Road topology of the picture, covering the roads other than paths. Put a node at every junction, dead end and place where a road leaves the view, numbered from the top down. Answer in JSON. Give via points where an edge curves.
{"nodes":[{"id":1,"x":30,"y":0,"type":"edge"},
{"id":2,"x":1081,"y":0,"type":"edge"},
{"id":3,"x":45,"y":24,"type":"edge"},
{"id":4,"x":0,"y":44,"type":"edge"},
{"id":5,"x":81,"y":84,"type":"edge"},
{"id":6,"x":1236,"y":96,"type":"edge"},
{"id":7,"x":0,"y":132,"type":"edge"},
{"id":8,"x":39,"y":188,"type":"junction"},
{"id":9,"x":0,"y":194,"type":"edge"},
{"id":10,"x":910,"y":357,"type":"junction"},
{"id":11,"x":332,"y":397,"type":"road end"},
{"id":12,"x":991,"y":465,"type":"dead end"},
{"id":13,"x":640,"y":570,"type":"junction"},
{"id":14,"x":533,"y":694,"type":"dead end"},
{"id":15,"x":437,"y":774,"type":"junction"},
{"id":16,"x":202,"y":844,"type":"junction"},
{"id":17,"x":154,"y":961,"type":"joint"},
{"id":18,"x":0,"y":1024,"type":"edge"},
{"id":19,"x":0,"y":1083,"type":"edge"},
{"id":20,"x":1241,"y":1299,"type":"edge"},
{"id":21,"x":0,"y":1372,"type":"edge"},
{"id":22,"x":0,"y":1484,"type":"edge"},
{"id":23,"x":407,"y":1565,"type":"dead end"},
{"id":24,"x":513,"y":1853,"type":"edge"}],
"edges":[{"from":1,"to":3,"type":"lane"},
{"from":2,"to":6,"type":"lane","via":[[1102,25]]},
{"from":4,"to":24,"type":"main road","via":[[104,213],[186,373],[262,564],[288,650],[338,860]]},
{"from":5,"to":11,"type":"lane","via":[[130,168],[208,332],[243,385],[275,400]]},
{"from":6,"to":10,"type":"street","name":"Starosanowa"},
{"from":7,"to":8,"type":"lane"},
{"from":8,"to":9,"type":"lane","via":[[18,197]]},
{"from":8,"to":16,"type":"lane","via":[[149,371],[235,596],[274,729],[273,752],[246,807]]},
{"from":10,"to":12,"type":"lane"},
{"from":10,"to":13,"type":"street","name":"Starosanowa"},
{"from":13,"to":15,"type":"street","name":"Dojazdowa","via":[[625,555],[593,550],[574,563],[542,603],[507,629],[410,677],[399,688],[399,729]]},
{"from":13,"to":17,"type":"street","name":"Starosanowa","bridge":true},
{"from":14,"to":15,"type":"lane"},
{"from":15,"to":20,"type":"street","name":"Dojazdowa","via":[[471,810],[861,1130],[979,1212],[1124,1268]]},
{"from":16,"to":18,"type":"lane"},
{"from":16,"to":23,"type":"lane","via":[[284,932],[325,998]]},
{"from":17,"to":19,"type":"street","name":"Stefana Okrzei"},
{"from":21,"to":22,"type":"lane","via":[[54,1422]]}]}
---
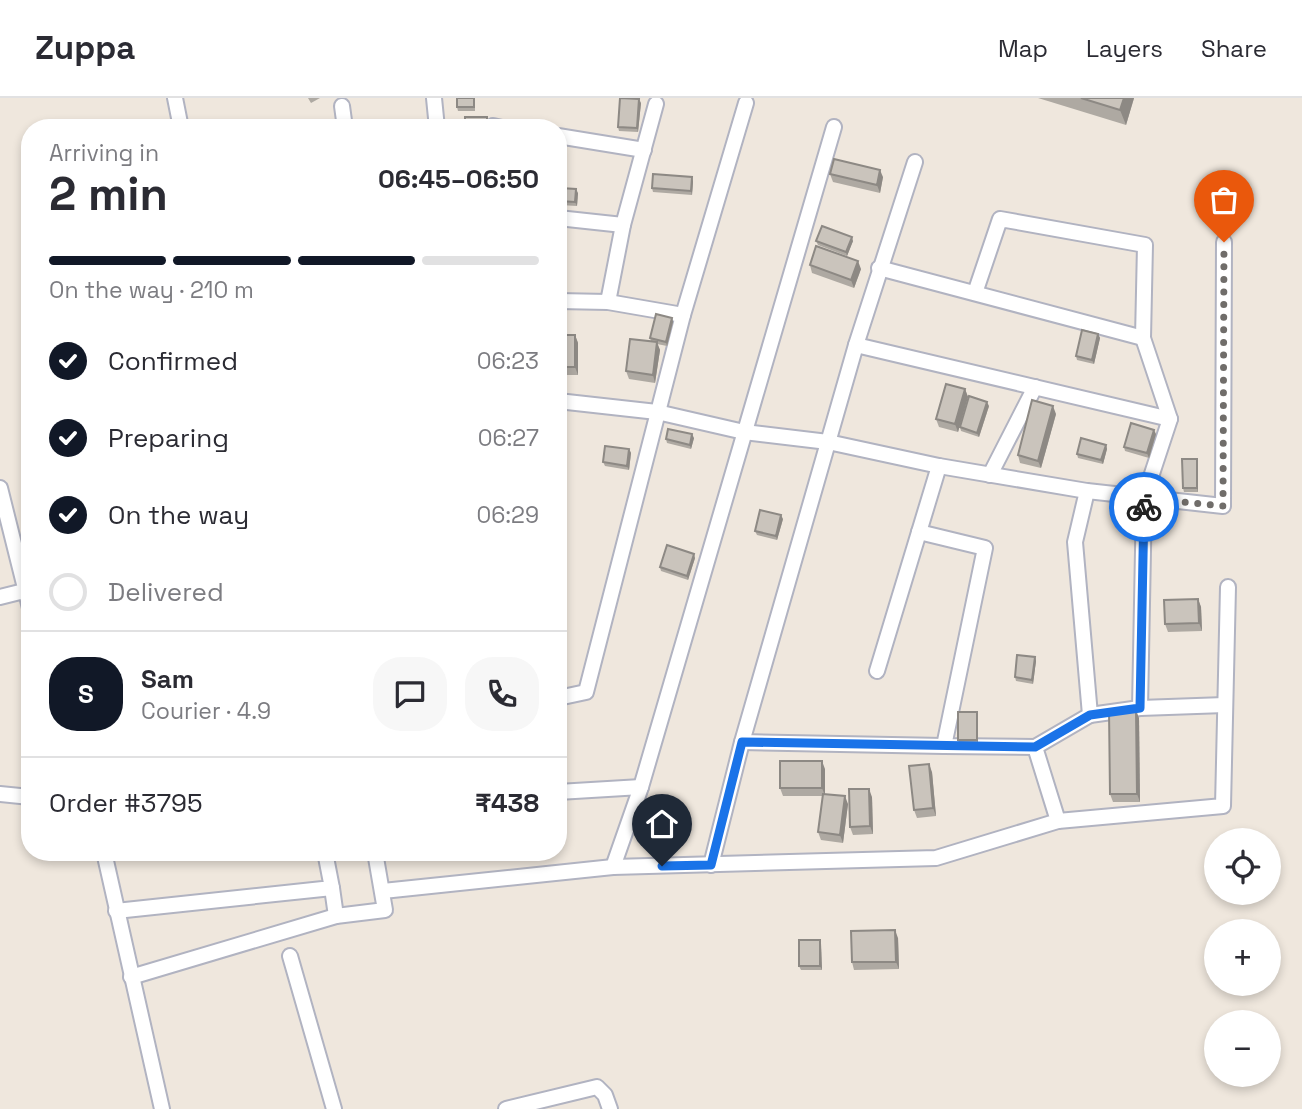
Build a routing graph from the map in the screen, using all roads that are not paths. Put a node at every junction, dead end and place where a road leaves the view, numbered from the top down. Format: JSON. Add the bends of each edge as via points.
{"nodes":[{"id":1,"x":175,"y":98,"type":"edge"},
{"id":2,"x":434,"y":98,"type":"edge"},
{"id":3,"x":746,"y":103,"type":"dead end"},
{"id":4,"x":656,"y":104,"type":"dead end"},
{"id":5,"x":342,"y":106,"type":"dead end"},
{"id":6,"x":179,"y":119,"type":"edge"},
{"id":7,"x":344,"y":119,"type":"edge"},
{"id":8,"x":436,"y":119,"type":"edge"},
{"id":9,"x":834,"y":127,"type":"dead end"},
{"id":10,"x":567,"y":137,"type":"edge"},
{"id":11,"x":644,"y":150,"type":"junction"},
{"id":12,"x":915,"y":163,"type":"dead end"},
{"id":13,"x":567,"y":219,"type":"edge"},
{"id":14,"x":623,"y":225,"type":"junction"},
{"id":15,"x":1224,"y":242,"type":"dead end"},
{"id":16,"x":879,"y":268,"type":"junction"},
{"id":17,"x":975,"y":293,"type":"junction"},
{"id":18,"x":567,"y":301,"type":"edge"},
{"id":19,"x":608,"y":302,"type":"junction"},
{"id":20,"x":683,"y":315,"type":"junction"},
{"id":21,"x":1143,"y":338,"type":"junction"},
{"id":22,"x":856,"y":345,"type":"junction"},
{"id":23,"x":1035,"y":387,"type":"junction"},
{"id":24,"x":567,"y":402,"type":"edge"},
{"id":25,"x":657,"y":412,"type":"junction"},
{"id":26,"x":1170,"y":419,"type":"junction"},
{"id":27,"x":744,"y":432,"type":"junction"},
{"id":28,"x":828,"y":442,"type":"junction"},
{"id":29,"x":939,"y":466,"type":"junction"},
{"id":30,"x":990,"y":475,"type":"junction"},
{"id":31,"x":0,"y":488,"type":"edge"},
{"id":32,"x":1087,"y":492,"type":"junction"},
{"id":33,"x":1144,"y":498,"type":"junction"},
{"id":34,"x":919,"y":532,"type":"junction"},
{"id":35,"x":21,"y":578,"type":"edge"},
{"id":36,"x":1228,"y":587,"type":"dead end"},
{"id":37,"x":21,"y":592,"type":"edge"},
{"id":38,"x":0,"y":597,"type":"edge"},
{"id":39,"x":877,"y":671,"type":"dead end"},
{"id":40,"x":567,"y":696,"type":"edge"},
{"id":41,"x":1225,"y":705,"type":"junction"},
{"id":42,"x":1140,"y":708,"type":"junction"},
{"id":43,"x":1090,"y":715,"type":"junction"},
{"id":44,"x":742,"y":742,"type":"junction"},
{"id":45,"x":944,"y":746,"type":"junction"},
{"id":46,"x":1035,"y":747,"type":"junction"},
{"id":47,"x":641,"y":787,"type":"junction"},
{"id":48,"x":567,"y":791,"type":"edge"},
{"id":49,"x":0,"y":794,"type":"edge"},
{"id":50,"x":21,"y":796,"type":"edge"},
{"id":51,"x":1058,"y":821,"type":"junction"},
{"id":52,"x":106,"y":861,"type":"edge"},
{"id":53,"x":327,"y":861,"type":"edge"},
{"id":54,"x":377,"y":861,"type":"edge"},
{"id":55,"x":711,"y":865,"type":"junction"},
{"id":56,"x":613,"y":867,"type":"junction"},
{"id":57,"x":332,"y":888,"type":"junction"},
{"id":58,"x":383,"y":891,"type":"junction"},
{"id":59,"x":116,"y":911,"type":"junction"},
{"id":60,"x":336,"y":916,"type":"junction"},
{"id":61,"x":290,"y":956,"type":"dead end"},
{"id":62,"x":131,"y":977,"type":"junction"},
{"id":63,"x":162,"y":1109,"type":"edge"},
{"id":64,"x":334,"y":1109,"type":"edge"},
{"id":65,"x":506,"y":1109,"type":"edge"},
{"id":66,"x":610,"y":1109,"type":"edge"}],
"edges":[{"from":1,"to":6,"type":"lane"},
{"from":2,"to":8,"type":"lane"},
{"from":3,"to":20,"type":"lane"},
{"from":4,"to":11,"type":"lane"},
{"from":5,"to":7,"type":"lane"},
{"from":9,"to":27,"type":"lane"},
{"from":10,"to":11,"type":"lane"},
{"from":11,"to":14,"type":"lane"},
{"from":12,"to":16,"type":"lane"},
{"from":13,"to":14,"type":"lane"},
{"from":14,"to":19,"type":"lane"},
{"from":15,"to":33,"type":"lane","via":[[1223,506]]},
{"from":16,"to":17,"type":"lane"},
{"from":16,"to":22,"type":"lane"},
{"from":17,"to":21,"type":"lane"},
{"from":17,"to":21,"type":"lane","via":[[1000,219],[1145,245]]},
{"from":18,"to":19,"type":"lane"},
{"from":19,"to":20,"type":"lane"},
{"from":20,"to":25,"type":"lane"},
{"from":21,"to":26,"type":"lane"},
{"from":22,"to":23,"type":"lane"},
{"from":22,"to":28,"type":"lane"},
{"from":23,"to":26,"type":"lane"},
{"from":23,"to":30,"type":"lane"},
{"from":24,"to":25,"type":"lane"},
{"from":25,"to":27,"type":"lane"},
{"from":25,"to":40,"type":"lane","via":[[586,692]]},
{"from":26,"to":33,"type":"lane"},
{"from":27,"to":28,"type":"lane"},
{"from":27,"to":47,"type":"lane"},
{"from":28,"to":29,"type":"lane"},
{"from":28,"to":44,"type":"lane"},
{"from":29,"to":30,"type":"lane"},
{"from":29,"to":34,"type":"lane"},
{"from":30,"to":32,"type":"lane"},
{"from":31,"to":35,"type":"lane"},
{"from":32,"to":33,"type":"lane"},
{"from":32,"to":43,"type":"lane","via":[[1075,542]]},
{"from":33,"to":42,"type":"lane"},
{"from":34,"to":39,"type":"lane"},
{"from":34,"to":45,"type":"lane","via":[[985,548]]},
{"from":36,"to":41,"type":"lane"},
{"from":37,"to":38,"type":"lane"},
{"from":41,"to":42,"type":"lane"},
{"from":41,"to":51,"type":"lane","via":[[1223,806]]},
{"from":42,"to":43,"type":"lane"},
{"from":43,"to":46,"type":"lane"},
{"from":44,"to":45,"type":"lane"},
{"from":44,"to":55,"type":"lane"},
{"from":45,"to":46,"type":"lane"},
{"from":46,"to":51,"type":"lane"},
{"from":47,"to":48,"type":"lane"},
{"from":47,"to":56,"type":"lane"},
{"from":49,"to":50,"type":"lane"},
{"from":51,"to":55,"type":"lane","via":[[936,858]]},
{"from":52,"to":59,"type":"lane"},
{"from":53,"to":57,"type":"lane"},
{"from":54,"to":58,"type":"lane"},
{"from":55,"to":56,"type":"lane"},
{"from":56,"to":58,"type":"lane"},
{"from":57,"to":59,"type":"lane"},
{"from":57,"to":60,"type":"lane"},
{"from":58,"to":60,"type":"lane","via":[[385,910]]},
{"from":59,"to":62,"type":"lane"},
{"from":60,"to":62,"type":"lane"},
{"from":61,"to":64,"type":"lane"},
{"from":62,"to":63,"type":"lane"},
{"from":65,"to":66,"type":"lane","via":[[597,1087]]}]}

*Task instructions:* Every line that contains the string "edges" should be returned from the data.

*Task answer:*
"edges":[{"from":1,"to":3,"type":"lane"},
"edges":[{"from":1,"to":6,"type":"lane"},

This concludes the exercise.